Discovered after the author was brutally murdered by his lover, 'What The Butler saw' is a play that is often described as Joe Orton's best work, and is worth seeing on that basis alone. First performed in 1969, it is a testament to the seismic shift in moral attitudes which took place in the UK during the liberated, swinging 60s. Only a year before 'What The butler Saw' was first seen on stage, the Lord Chamberlain had sway over what could and could not be seen in the theatre. If 'What The Butler Saw' had been offered-up for the Lord Chamberlain's consideration, it would probably have been savagely cut, and perhaps not even allowed to be performed at all. How times change.

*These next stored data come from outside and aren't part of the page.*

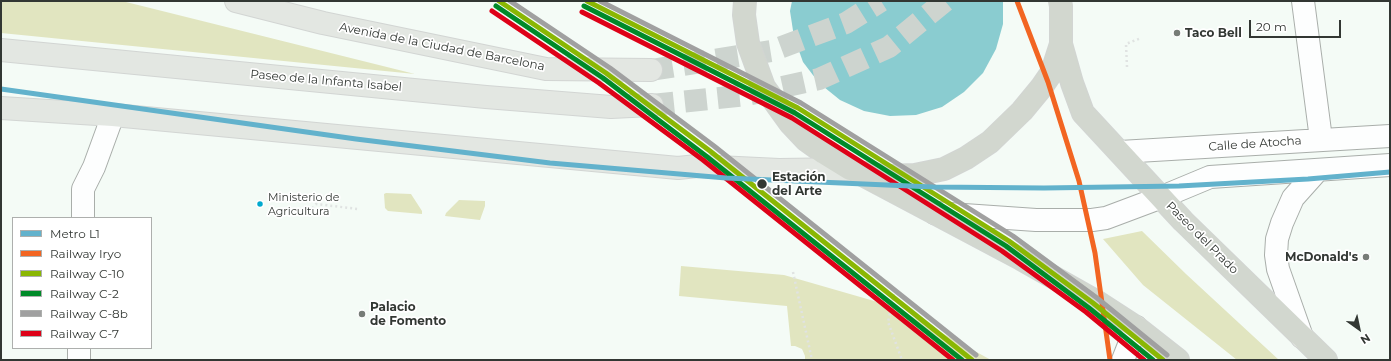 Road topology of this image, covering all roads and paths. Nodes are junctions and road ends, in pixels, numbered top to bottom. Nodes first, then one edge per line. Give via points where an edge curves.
1 (236, 1) edge
2 (745, 1) edge
3 (1060, 1) edge
4 (1303, 1) edge
5 (1140, 38) dead end
6 (1060, 44) junction
7 (1, 50) edge
8 (1128, 67) dead end
9 (651, 70) tunnel mouth
10 (652, 105) tunnel mouth
11 (1, 108) edge
12 (114, 115) junction
13 (1390, 136) edge
14 (1321, 139) junction
15 (1120, 152) junction
16 (1390, 165) edge
17 (853, 170) junction
18 (1318, 170) junction
19 (1162, 197) junction
20 (358, 209) dead end
21 (309, 212) dead end
22 (935, 213) junction
23 (83, 217) edge
24 (793, 272) dead end
25 (894, 294) dead end
26 (1136, 327) junction
27 (1302, 337) junction
28 (79, 349) edge
29 (79, 360) edge
30 (812, 360) edge
31 (902, 360) edge
32 (1123, 360) edge
33 (1178, 360) edge
34 (1326, 360) edge

1 - 9 main road, Avenida de la Ciudad de Barcelona via 323,23 546,69
2 - 17 highway via 748,43 764,87 790,124 806,140
3 - 6 highway
4 - 14 street
5 - 8 path via 1126,44
6 - 15 highway, Paseo del Prado via 1083,113
6 - 17 highway via 1052,72 1041,88 990,142 966,158 944,170 915,175 885,176
7 - 10 main road, Paseo de la Infanta Isabel via 611,107
11 - 12 main road
12 - 17 main road via 678,168 697,166
12 - 23 street via 83,189
13 - 14 street, Calle de Atocha
14 - 15 street, Calle de Atocha
15 - 19 highway, Paseo del Prado
16 - 18 street
17 - 22 highway
18 - 19 street via 1210,177
18 - 27 street via 1293,198 1277,239 1278,269
19 - 22 street via 1106,218 1092,220 1036,220
19 - 27 highway, Paseo del Prado via 1183,221
20 - 21 path via 316,204
22 - 26 highway via 1058,280
24 - 30 path
25 - 31 path via 888,322
26 - 32 street
26 - 33 highway
27 - 34 highway, Paseo del Prado
28 - 29 street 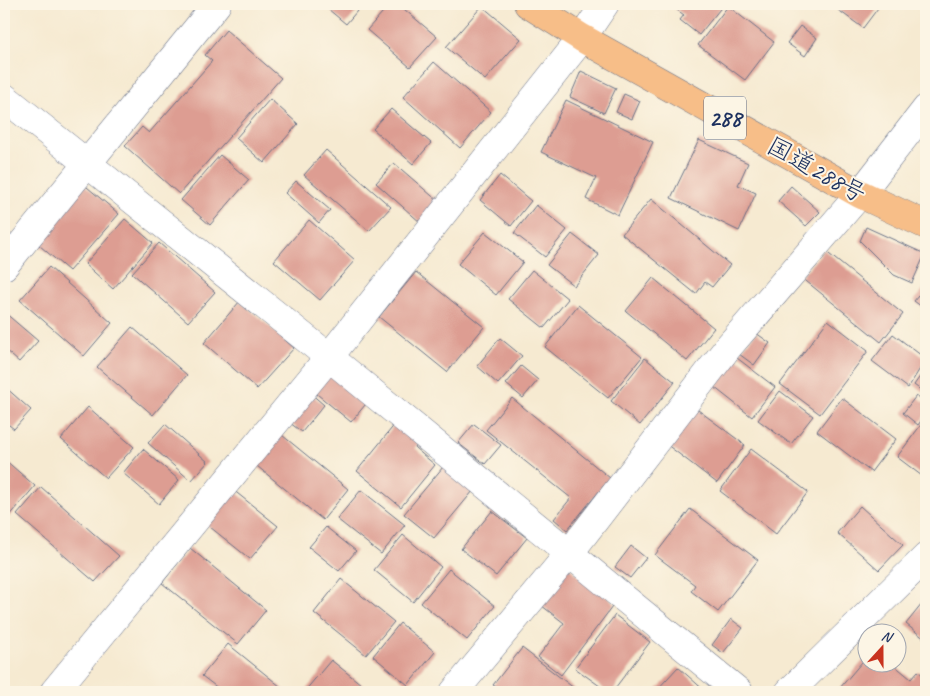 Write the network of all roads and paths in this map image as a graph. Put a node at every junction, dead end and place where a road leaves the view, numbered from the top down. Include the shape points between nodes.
1 (217, 4) edge
2 (528, 4) edge
3 (605, 4) edge
4 (582, 38) junction
5 (4, 97) edge
6 (926, 109) edge
7 (88, 162) junction
8 (860, 194) junction
9 (926, 225) edge
10 (4, 266) edge
11 (328, 357) junction
12 (568, 555) junction
13 (926, 557) edge
14 (54, 692) edge
15 (454, 692) edge
16 (739, 692) edge
17 (789, 692) edge

1 - 7 street
2 - 4 highway, 国道288号 / 288
3 - 4 street
4 - 8 highway, 国道288号 / 288
4 - 11 street
5 - 7 street
6 - 8 street
7 - 10 street
7 - 11 street
8 - 9 highway, 国道288号 / 288
8 - 12 street via 729,346
11 - 12 street
11 - 14 street
12 - 15 street
12 - 16 street
13 - 17 street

That gives you a flavour of the nature of the material this play contains. Joe Orton lampooned almost every department of the establishment, especially the police, courts, politicians, doctors, the church and many others. In the hands of this master of extreme farce, almost no subject is exempt from ridicule. And that won't sit too well with some, because highly sensitive and emotional issues such as rape and child abuse are all treated rather casually. However liberal or broadminded you might be, there are moments in this play when it is impossible not to wince in discomfort. But that, I think, is the way Orton meant us to feel. Luckily, there are plenty of other, joyously funny moments in a play wrapped in Orton's wonderful language which gleefully draws on the officialese of the bureaucrats, twisting that vocabulary into sometimes chokingly funny constructs.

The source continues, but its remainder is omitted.